══ Records provided ══
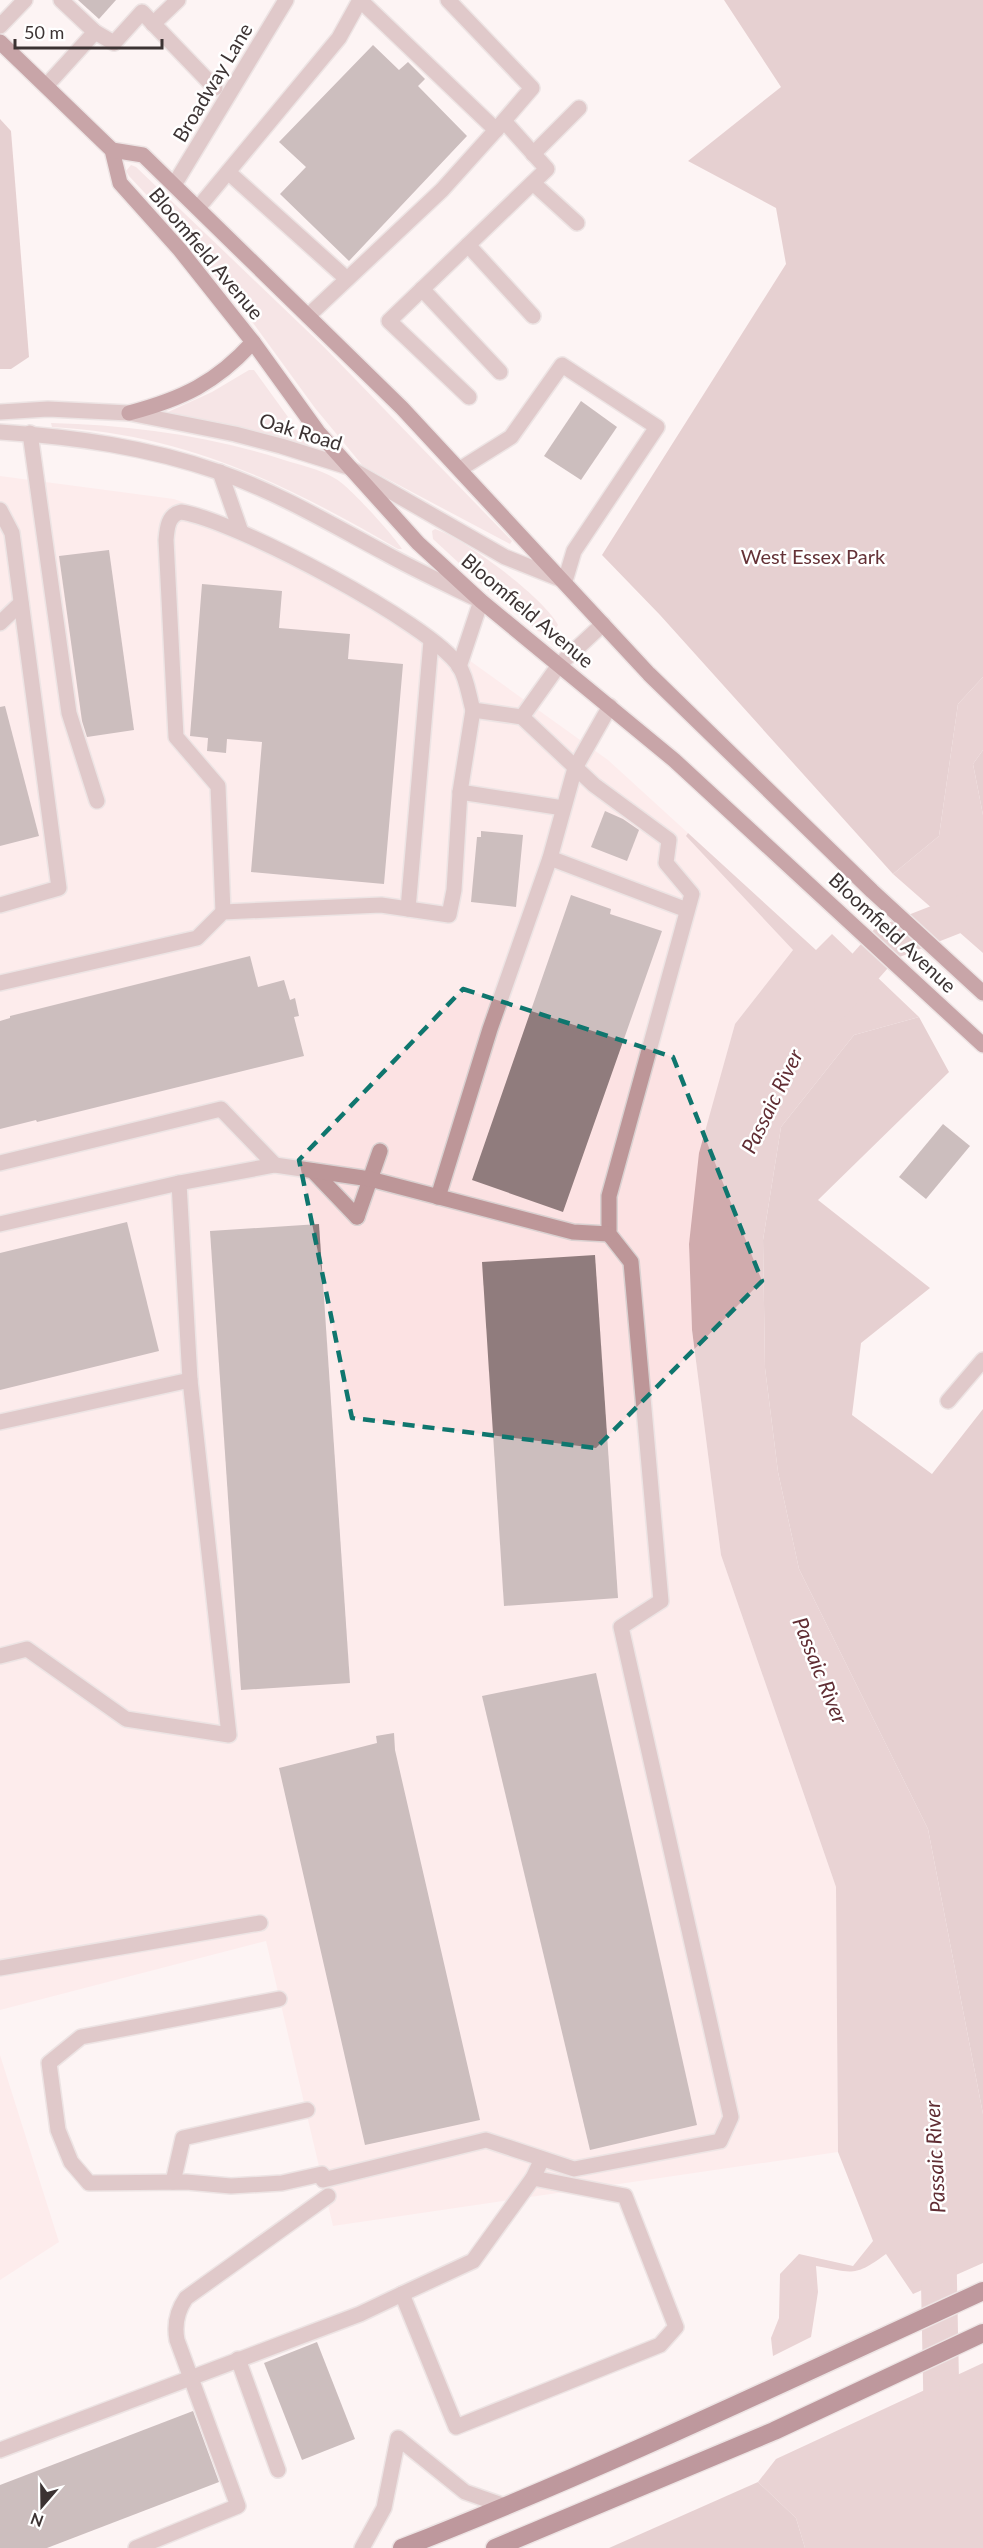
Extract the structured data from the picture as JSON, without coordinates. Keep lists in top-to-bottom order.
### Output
{
  "streets": {
    "main road": ["Bloomfield Avenue"],
    "street": ["Broadway Lane", "Oak Road"]
  },
  "crossings": [
    ["Broadway Lane", "Bloomfield Avenue"],
    ["Bloomfield Avenue", "Oak Road"]
  ],
  "water": ["Passaic River"],
  "parks": ["West Essex Park"],
  "scale_bar": "50 m",
  "north": "bottom"
}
═══
* Work request *
Give the data again exactly as it appears, but without any images.

* Solution to the problem *
Extract the structured data from the picture as JSON, without coordinates. Keep lists in top-to-bottom order.
### Output
{
  "streets": {
    "main road": ["Bloomfield Avenue"],
    "street": ["Broadway Lane", "Oak Road"]
  },
  "crossings": [
    ["Broadway Lane", "Bloomfield Avenue"],
    ["Bloomfield Avenue", "Oak Road"]
  ],
  "water": ["Passaic River"],
  "parks": ["West Essex Park"],
  "scale_bar": "50 m",
  "north": "bottom"
}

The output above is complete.